Extracting CSS (but not during development)
We already installed the style-loader
that compiles CSS into JS and applies it to the page when loaded. It supports
HMR. Now we're adding the mini-css-extract-plugin and its included loader which will save the CSS to a separate CSS file
during buildtime. When the CSS is extracted, hmr is no longer possible.
This is why we must define which loader is used dynamically... In development we use style-loader
, production build
will use mini-css-extract-plugin
.
This also means that the link
tag in the HTML must be present only when the CSS file is served!
Caching
Webpack also has a really good caching mechanism by adding hashes to the outputted files. This means your production build will have "bundle.a34ef.js" and "vendor.b34a2.js". We must make sure that ExpressJS knows which filename we got during buildtime.
Minification
Webpack 4 has minification enabled by default. Unfortunately this only works for JS, not CSS. We'll need to configure minification manually and add a plugin that minifies the CSS.
The challenge
This means you can't just add static <script>
or <link>
references in your HTML, webpack will decide what assets you
need to bring to your page! Luckily, there's a quite easy solution for that. Webpack can export a "manifest" which is
a JSON file containing all assets it created for each entry. All we need to do is incorporate that manifest into the
Express app so it generates all necessary assets.
Installing packages
yarn add -D assets-webpack-plugin mini-css-extract-plugin optimize-css-assets-webpack-plugin uglifyjs-webpack-plugin
yarn add express-webpack-assets
assets-webpack-plugin
creates the manifest in JSON formatexpress-webpack-assets
reads the manifest and exposes a utility you can use in the templatesmini-css-extract-plugin
extracts styles to separate CSS files in your bundleoptimize-css-assets-webpack-plugin
minimizes the CSS (using cssnano)uglifyjs-webpack-plugin
minimizes JS
Configure manifest in Webpack
Add the assets-webpack-plugin
to your webpack.config.js
const AssetsWebpackPlugin = require('assets-webpack-plugin');
module.exports = {
plugins: [
new AssetsWebpackPlugin({path: config.distFolder}),
]
}
This plugin will now generate a /dist/webpack-assets.json
file during each build.
Implement assets in Express app
Now that we have a manifest, we can use that in our Express app.
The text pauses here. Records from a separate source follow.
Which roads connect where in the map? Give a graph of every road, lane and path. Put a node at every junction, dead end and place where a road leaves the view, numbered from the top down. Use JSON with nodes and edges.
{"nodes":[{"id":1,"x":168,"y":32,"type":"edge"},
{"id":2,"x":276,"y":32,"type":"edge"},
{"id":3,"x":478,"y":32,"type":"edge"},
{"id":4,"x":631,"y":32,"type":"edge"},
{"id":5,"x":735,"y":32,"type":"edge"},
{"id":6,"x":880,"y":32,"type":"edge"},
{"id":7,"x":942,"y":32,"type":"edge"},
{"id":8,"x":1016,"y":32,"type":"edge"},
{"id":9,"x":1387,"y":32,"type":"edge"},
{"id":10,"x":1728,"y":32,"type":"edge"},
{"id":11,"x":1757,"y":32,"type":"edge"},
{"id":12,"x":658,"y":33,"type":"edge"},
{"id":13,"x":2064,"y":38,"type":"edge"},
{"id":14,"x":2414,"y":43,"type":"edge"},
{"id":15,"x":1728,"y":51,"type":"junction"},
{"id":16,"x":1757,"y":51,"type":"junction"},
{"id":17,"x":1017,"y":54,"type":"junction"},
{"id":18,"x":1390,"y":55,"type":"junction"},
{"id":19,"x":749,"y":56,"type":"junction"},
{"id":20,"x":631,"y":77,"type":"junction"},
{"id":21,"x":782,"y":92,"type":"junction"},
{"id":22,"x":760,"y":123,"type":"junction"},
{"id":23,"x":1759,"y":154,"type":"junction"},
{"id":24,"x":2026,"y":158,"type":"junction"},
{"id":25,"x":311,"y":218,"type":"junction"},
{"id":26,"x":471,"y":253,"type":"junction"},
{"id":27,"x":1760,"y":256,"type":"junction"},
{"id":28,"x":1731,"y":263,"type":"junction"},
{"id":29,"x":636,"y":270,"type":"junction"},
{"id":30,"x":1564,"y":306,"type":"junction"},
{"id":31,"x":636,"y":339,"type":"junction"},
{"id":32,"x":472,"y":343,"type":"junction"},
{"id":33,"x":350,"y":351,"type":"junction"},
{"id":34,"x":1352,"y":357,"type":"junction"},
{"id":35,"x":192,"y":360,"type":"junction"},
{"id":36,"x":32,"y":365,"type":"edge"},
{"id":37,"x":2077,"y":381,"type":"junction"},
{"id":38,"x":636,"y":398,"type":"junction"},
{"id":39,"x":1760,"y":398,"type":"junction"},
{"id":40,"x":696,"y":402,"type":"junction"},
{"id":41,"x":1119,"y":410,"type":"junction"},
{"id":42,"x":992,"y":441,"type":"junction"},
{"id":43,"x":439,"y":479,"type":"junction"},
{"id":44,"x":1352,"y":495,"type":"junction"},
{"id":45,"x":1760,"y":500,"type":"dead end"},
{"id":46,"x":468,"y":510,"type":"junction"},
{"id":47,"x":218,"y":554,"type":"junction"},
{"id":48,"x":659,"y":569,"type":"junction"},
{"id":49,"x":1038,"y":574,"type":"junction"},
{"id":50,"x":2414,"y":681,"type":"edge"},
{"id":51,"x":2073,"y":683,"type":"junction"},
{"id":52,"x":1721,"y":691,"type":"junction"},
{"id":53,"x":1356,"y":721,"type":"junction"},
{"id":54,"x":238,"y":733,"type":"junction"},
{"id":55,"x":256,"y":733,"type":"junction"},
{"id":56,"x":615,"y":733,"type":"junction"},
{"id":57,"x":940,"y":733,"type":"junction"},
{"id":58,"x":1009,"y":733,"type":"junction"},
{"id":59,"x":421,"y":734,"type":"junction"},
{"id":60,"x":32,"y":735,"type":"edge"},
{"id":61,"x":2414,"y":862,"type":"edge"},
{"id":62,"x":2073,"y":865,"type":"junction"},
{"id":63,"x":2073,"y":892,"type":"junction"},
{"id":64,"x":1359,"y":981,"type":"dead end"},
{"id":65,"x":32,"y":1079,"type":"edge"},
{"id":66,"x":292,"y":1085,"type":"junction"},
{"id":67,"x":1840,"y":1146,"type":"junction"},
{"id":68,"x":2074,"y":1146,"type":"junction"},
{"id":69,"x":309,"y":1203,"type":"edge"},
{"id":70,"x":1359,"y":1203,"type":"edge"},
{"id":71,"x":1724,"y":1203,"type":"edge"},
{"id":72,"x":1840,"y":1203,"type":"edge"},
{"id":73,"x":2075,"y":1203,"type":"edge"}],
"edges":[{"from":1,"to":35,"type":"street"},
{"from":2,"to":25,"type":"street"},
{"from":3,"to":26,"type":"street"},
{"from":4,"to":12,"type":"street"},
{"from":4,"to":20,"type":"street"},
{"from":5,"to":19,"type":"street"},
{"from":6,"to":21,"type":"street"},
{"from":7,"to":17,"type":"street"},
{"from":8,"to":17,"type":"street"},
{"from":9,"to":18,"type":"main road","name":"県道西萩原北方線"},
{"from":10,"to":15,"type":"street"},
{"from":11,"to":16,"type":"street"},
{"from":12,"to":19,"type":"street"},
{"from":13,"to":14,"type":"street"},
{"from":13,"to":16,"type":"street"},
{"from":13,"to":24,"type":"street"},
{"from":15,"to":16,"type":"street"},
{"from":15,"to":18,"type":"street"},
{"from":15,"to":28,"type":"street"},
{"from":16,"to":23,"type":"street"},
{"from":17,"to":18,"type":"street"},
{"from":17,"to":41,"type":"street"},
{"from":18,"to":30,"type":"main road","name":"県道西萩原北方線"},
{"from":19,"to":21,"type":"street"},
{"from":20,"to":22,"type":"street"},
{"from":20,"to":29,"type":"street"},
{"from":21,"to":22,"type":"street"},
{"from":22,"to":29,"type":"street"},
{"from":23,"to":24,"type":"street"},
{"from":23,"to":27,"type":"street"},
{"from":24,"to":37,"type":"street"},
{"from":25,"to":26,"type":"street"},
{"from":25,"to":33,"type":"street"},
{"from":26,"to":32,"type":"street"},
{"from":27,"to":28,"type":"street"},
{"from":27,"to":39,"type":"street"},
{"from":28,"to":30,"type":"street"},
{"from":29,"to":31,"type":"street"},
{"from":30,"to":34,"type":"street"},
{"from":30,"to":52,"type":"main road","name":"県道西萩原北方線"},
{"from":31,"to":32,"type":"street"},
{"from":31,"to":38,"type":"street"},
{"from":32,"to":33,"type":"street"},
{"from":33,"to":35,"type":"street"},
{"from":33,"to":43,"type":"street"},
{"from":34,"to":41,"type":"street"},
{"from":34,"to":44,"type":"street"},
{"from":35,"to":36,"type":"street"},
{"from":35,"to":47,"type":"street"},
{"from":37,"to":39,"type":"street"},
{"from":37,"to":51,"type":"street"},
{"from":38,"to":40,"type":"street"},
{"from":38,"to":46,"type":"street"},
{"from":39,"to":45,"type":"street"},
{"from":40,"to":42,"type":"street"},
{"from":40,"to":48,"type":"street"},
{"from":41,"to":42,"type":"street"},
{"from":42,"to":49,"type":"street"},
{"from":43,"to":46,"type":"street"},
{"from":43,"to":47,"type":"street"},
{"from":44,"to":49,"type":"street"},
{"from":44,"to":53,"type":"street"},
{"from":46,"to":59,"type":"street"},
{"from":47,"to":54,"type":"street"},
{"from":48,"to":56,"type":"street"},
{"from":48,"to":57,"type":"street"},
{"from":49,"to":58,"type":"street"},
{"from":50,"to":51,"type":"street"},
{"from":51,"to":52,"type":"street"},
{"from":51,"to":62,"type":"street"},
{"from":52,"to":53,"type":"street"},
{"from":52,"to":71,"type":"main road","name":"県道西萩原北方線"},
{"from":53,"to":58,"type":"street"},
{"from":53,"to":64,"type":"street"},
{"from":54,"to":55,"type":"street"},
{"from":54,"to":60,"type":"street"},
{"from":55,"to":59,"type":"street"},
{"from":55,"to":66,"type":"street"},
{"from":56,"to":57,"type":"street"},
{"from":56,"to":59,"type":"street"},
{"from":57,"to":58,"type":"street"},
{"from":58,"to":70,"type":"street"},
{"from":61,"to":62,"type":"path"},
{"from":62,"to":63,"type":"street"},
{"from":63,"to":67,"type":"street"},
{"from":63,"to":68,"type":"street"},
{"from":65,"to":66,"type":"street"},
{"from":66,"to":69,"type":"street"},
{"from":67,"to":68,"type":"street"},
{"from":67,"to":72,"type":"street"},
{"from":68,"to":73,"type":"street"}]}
The express-webpack-assets
library includes a
middleware that will take care of that. Let's add it to our /src/server/app.js
:
const webpackAssets = require('express-webpack-assets');
// ...
app.use(webpackAssets(path.join(__dirname, '../../dist/webpack-assets.json'), {
devMode: process.env.NODE_ENV !== "production"
}));
The middleware will expose a function webpack_asset
to our template engine, so we replace our static reference to
bundle.js
to the one defined in the manifest:
<script src="{{ webpack_asset('main').js }}"></script>
The Javascript will now be loaded no matter how webpack is naming our files, as long as we keep the name of the entry "main".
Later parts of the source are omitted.